Radiation therapy as a component of radical combination treatment is most often used in the form of preoperative irradiation (15-20 fractions according to 2 Gy, operation through 10-20 days). The area of the irradiation includes the area of the stomach in such a way that the boundaries of the fields are not less than 5 cm away from the visible infiltration boundaries. For example, in the case of lesions of the cardia, only the antral section is screened. In addition to the stomach, regions of regional metastasis are irradiated. When radiation treatment of stomach cancer is most often used opposing direct curly fields, sometimes using a three-field technique with the connection of the side field. Such irradiation at 10-20% increases the resectability of tumors and approximately the same extent increases the long-term survival of patients.

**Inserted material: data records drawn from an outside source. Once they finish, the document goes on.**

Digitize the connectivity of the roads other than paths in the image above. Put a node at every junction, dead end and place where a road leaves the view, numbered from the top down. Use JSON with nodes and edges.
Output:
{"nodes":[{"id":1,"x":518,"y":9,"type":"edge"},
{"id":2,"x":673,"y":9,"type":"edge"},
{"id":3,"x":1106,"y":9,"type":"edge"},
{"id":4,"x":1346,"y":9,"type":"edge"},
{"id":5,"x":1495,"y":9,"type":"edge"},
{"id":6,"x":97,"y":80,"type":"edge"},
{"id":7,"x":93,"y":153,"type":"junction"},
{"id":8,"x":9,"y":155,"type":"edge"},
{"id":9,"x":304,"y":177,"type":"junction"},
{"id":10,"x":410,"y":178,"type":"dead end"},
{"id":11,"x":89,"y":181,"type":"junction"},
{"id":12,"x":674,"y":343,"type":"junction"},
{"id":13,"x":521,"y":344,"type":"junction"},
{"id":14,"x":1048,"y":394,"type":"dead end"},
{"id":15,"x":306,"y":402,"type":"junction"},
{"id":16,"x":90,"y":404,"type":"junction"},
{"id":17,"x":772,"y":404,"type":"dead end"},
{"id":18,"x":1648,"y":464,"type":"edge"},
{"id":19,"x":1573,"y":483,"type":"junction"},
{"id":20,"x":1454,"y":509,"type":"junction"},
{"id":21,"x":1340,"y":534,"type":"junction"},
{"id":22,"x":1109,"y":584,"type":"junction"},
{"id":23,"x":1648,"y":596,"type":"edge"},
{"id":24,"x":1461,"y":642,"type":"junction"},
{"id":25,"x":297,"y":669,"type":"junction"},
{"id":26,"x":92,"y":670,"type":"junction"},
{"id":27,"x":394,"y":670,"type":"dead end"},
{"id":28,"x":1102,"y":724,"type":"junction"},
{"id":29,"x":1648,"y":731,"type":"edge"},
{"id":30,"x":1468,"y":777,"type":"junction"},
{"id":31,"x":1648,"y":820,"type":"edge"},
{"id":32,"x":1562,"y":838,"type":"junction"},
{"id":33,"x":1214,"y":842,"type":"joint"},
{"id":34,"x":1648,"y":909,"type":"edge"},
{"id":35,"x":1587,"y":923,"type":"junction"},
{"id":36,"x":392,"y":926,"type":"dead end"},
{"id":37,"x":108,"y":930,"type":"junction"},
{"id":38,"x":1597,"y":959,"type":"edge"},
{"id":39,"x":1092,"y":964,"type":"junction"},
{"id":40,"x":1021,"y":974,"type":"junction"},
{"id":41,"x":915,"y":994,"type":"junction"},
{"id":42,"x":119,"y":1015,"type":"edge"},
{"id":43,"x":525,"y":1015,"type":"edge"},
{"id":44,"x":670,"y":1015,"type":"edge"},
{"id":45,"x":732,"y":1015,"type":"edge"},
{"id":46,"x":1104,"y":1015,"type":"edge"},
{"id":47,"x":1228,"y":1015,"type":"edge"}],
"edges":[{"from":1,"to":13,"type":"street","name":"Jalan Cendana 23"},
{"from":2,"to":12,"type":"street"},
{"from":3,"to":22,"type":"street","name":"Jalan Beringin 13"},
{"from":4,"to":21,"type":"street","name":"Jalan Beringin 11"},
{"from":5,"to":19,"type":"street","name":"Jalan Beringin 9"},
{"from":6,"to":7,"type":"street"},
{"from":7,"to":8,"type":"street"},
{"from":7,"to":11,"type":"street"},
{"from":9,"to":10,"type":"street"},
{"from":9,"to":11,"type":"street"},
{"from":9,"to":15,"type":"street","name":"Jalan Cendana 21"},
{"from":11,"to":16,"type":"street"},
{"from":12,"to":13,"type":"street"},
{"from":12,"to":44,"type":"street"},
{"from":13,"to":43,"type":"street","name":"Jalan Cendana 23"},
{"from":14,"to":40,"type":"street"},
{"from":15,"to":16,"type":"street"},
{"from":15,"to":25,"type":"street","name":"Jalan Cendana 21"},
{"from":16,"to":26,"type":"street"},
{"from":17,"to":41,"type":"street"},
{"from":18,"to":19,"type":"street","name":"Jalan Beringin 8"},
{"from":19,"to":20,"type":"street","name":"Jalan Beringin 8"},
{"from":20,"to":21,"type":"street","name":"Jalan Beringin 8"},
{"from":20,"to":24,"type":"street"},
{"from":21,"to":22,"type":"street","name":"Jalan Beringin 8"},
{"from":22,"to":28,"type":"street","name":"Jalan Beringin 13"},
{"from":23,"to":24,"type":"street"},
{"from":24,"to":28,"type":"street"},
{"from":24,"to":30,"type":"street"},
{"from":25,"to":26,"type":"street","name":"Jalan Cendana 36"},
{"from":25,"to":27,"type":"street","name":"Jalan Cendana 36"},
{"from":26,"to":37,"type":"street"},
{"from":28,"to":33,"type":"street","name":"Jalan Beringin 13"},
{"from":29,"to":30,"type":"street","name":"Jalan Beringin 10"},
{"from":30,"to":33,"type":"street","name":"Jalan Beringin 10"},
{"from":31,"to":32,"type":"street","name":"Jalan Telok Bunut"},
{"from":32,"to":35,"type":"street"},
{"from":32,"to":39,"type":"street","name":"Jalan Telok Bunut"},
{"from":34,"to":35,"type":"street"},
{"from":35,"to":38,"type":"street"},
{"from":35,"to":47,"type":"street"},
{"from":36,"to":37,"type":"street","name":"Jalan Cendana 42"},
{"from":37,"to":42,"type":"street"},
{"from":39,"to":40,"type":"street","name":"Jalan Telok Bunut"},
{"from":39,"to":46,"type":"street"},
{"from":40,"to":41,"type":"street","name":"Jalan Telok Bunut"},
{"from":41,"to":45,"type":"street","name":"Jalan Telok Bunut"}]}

Promising is the use of intraoperative irradiation (single remote impact on the tumor bed in a dose 15-30 Gy), which reduces the incidence of local recurrence of the tumor and 5-15% increase long-term survival rates. In the postoperative period using the contact radiotherapy (intravenous or intraperitoneal injection of radioactive colloidal gold - 98Ai).
As a separate type of treatment is radiation therapy for cancer of the stomach can be displayed in the following cases:
- the impossibility of carrying out a radical operation due to local distribution established during laparotomy;
- relapse in the cult of the stomach when it is impossible to quickly remove it;
- inoperable cancer of the cardiac section of the stomach with symptoms of severe dysphagia;
- the presence of distant or unredeemed regional metastases
- the presence of general contraindications to surgical treatment for resectable tumors of the stomach.
In all these cases, radiation therapy is undertaken with purely palliative, and more - with symptomatic purpose, carried out on high-energy systems to the total dose of up to 30 45 Gy and is usually combined with chemotherapy and immunotherapy.
Contraindications to irradiate patients with gastric cancer are severe stenosis of target department, the disintegration of the tumor, accompanied by bleeding, or actual threat thereof, as well as asthma comorbidity.
In recent years, intensive development of methods of radiation therapy on the background of the use radiomodifiers (electron-acceptor compounds, hypoxic gas mixtures, hyperthermia, hyperglycemia). These methods enhance the antitumor effect of the irradiation beam while reducing damage to surrounding normal tissues.
Chemotherapy is used when inoperable stomach cancer, as well as the generalization of cancer. The most common 5-fluorouracil and ftorafur used as mitomycin C, adriablastin and others. The objective positive effect in this case is recorded in 30-50% of patients, and is expressed in reducing tumors and improving the passage of food.
When unresectable gastric cancer using chemoradiotherapy: irradiation in total doses 30-40 Gy with concurrent administration of 5-fluorouracil to 3-6 of Such treatment may be supplemented with immunotherapy, which uses levamisole; polymerized autologous tissue cancer of the stomach, mixed with tuberculin; interleukin-2; Interferons and their inducers; tumor necrosis factor and others.
Overall five-year survival of patients with gastric cancer stage I-II reaches 40-50 even 60%, stage III - 20-33%, while stage IV not more than 5-10% of patients undergoing this period is much rarer, accounting 0,5-3 % of all forms of malignancies.